RSUD Dr Soetomo Surabaya mengevakuasi 44 pasien setelah kebakaran terjadi di Gedung Pusat Pelayanan Jantung Terpadu pada Jumat (15/5) pagi. Satu pasien meninggal dunia, namun penyebabnya bukan karena kebakaran melainkan kondisi kritis yang sudah diderita sebelumnya.

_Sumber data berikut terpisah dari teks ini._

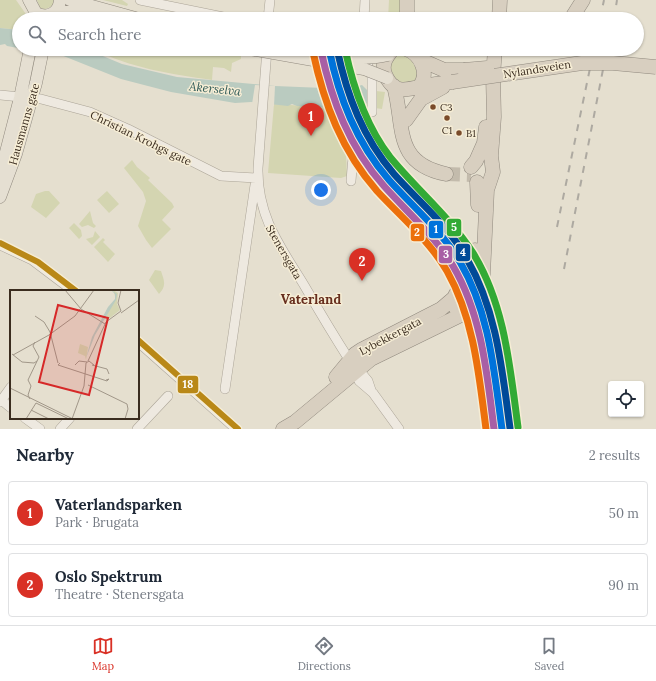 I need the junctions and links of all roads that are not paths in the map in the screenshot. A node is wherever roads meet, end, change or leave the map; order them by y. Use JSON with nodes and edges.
{"nodes":[{"id":1,"x":60,"y":0,"type":"edge"},
{"id":2,"x":70,"y":0,"type":"edge"},
{"id":3,"x":140,"y":0,"type":"edge"},
{"id":4,"x":270,"y":0,"type":"edge"},
{"id":5,"x":365,"y":0,"type":"edge"},
{"id":6,"x":407,"y":0,"type":"edge"},
{"id":7,"x":491,"y":0,"type":"edge"},
{"id":8,"x":500,"y":0,"type":"edge"},
{"id":9,"x":583,"y":0,"type":"edge"},
{"id":10,"x":151,"y":1,"type":"edge"},
{"id":11,"x":55,"y":12,"type":"edge"},
{"id":12,"x":114,"y":12,"type":"edge"},
{"id":13,"x":201,"y":12,"type":"edge"},
{"id":14,"x":269,"y":12,"type":"edge"},
{"id":15,"x":364,"y":12,"type":"edge"},
{"id":16,"x":407,"y":12,"type":"edge"},
{"id":17,"x":495,"y":12,"type":"edge"},
{"id":18,"x":498,"y":12,"type":"edge"},
{"id":19,"x":575,"y":12,"type":"edge"},
{"id":20,"x":582,"y":12,"type":"edge"},
{"id":21,"x":30,"y":56,"type":"edge"},
{"id":22,"x":41,"y":56,"type":"edge"},
{"id":23,"x":266,"y":56,"type":"edge"},
{"id":24,"x":290,"y":56,"type":"edge"},
{"id":25,"x":344,"y":56,"type":"edge"},
{"id":26,"x":364,"y":56,"type":"edge"},
{"id":27,"x":379,"y":56,"type":"edge"},
{"id":28,"x":389,"y":56,"type":"edge"},
{"id":29,"x":415,"y":56,"type":"edge"},
{"id":30,"x":419,"y":56,"type":"edge"},
{"id":31,"x":488,"y":56,"type":"edge"},
{"id":32,"x":495,"y":56,"type":"edge"},
{"id":33,"x":501,"y":56,"type":"edge"},
{"id":34,"x":561,"y":56,"type":"edge"},
{"id":35,"x":634,"y":56,"type":"edge"},
{"id":36,"x":656,"y":58,"type":"edge"},
{"id":37,"x":656,"y":67,"type":"edge"},
{"id":38,"x":391,"y":82,"type":"junction"},
{"id":39,"x":452,"y":82,"type":"junction"},
{"id":40,"x":416,"y":88,"type":"junction"},
{"id":41,"x":0,"y":95,"type":"edge"},
{"id":42,"x":26,"y":98,"type":"junction"},
{"id":43,"x":494,"y":117,"type":"junction"},
{"id":44,"x":406,"y":120,"type":"junction"},
{"id":45,"x":402,"y":135,"type":"junction"},
{"id":46,"x":437,"y":169,"type":"tunnel mouth"},
{"id":47,"x":475,"y":171,"type":"junction"},
{"id":48,"x":0,"y":176,"type":"edge"},
{"id":49,"x":257,"y":178,"type":"junction"},
{"id":50,"x":351,"y":182,"type":"dead end"},
{"id":51,"x":0,"y":197,"type":"edge"},
{"id":52,"x":0,"y":245,"type":"edge"},
{"id":53,"x":465,"y":287,"type":"junction"},
{"id":54,"x":72,"y":290,"type":"edge"},
{"id":55,"x":455,"y":297,"type":"junction"},
{"id":56,"x":480,"y":300,"type":"junction"},
{"id":57,"x":466,"y":314,"type":"junction"},
{"id":58,"x":139,"y":346,"type":"edge"},
{"id":59,"x":354,"y":367,"type":"junction"},
{"id":60,"x":10,"y":388,"type":"edge"},
{"id":61,"x":225,"y":389,"type":"dead end"},
{"id":62,"x":168,"y":396,"type":"dead end"},
{"id":63,"x":0,"y":401,"type":"edge"},
{"id":64,"x":10,"y":407,"type":"edge"},
{"id":65,"x":26,"y":419,"type":"edge"},
{"id":66,"x":69,"y":419,"type":"edge"},
{"id":67,"x":40,"y":429,"type":"edge"},
{"id":68,"x":60,"y":429,"type":"edge"},
{"id":69,"x":137,"y":429,"type":"edge"},
{"id":70,"x":236,"y":429,"type":"edge"},
{"id":71,"x":283,"y":429,"type":"edge"},
{"id":72,"x":399,"y":429,"type":"edge"},
{"id":73,"x":493,"y":429,"type":"edge"},
{"id":74,"x":511,"y":429,"type":"edge"}],
"edges":[{"from":1,"to":11,"type":"main road"},
{"from":2,"to":12,"type":"main road"},
{"from":3,"to":10,"type":"street"},
{"from":4,"to":14,"type":"street"},
{"from":5,"to":15,"type":"street"},
{"from":6,"to":16,"type":"highway"},
{"from":7,"to":17,"type":"highway"},
{"from":8,"to":18,"type":"highway"},
{"from":9,"to":19,"type":"highway"},
{"from":9,"to":20,"type":"highway"},
{"from":10,"to":13,"type":"street"},
{"from":21,"to":42,"type":"main road","name":"Hausmanns gate"},
{"from":22,"to":42,"type":"main road","name":"Hausmanns gate"},
{"from":23,"to":49,"type":"street"},
{"from":24,"to":38,"type":"main road","name":"Nylandsveien","bridge":true},
{"from":25,"to":27,"type":"main road","bridge":true},
{"from":26,"to":50,"type":"street"},
{"from":28,"to":38,"type":"highway"},
{"from":29,"to":40,"type":"highway","name":"Nylandsveien"},
{"from":30,"to":34,"type":"highway","name":"Nylandsveien","bridge":true},
{"from":31,"to":47,"type":"highway"},
{"from":32,"to":43,"type":"highway"},
{"from":33,"to":43,"type":"highway"},
{"from":35,"to":36,"type":"highway","name":"Nylandsveien","bridge":true},
{"from":37,"to":39,"type":"highway","name":"Nylandsveien","bridge":true},
{"from":38,"to":40,"type":"highway","name":"Nylandsveien"},
{"from":38,"to":45,"type":"highway"},
{"from":39,"to":40,"type":"highway","name":"Nylandsveien"},
{"from":39,"to":44,"type":"highway"},
{"from":40,"to":44,"type":"highway"},
{"from":41,"to":42,"type":"street","name":"Christian Krohgs gate"},
{"from":42,"to":48,"type":"main road","name":"Hausmanns gate"},
{"from":42,"to":49,"type":"street","name":"Christian Krohgs gate"},
{"from":42,"to":51,"type":"main road","name":"Hausmanns gate"},
{"from":43,"to":47,"type":"highway"},
{"from":44,"to":45,"type":"highway"},
{"from":45,"to":46,"type":"highway"},
{"from":47,"to":53,"type":"highway"},
{"from":47,"to":56,"type":"highway"},
{"from":49,"to":59,"type":"street","name":"Stenersgata"},
{"from":49,"to":61,"type":"street"},
{"from":52,"to":54,"type":"street"},
{"from":53,"to":55,"type":"highway"},
{"from":53,"to":56,"type":"highway"},
{"from":55,"to":57,"type":"highway"},
{"from":55,"to":59,"type":"highway","name":"Lybekkergata"},
{"from":56,"to":57,"type":"highway"},
{"from":56,"to":74,"type":"street"},
{"from":57,"to":59,"type":"highway","name":"Lybekkergata"},
{"from":57,"to":73,"type":"street"},
{"from":58,"to":70,"type":"street"},
{"from":59,"to":71,"type":"highway","name":"Lybekkergata"},
{"from":59,"to":72,"type":"street","name":"Stenersgata"},
{"from":60,"to":63,"type":"street"},
{"from":62,"to":69,"type":"street"},
{"from":63,"to":64,"type":"street"},
{"from":65,"to":67,"type":"street"},
{"from":66,"to":68,"type":"street"}]}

Proses Evakuasi Cepat dan Terkoordinasi
Kepala Instalasi Hukum, Humas dan Pemasaran RSUD Dr Soetomo, Martha Kurnia K, menyatakan bahwa prioritas utama adalah keselamatan pasien, keluarga, pengunjung, dan petugas. Sebanyak 44 pasien berhasil dievakuasi dengan aman ke Ruang Observasi Intensif (ROI), High Care Unit (HCU) Graha Amerta, Ruang Buffer IGD, dan Intensive Care Unit (ICU) Gedung Bedah Pusat Terpadu (GBPT).
Setelah insiden terdeteksi, rumah sakit segera mengaktifkan prosedur tanggap darurat dan berkoordinasi dengan tim internal, Dinas Pemadam Kebakaran dan Penyelamatan (DPKP), serta Badan Penanggulangan Bencana Daerah (BPBD). Dalam 30 menit pertama, Incident Commander diaktifkan dengan empat koordinator: api, evakuasi pasien, pengamanan peralatan medis, dan pengamanan dokumen.
Evakuasi Pasien Kritis
Seluruh evakuasi dilakukan sesuai kondisi klinis masing-masing pasien di bawah pengawasan tenaga medis. Perawatan dan terapi pasien yang berpindah lokasi tetap berjalan seperti biasa dengan tim dokter dan keperawatan yang sama. Dua pasien di ICCU dalam kondisi kritis dan terpasang ventilator mendapat perhatian khusus. Keduanya dievakuasi ke Ruang Resusitasi (RES) IGD. Satu pasien berhasil selamat, namun satu pasien lainnya meninggal dunia selama proses stabilisasi.
Pasien yang meninggal merupakan pasien rujukan yang menjalani operasi jantung. Pascaoperasi, kondisinya masih kritis dengan bantuan ventilator dan menjalani hemodialisis. Direktur Utama RSUD Dr Soetomo, Prof Dr Cita Rosita Sigit Prakoeswa, menegaskan bahwa kematian pasien murni disebabkan oleh penyakit, bukan karena kebakaran atau paparan asap. Pasien tersebut sudah mengalami kegagalan fungsi pada beberapa organ tubuh utama sebelum kebakaran terjadi.
Penanganan Kebakaran dan Kondisi Terkini
Petugas RSUD Dr Soetomo melakukan pemadaman menggunakan sistem proteksi internal gedung sambil menghubungi pemadam kebakaran. Respons cepat berhasil melokalisir api sehingga tidak meluas ke area atau lantai lain. Saat ini kondisi lokasi aman dan terkendali. Penelitian sumber kebakaran sedang berlangsung oleh pihak berwenang. Semua pasien di area terdampak telah dievakuasi ke berbagai ruang ICU dan perawatan lainnya sesuai kondisi masing-masing.
Pelayanan rumah sakit tetap berjalan dengan penyesuaian operasional pada beberapa area terdampak. Manajemen RSUD Dr Soetomo melakukan evaluasi menyeluruh untuk memastikan keamanan fasilitas dan optimalisasi sistem keselamatan. Martha menegaskan komitmen rumah sakit untuk terus memberikan pelayanan yang aman, profesional, dan mengutamakan keselamatan pasien dalam setiap situasi.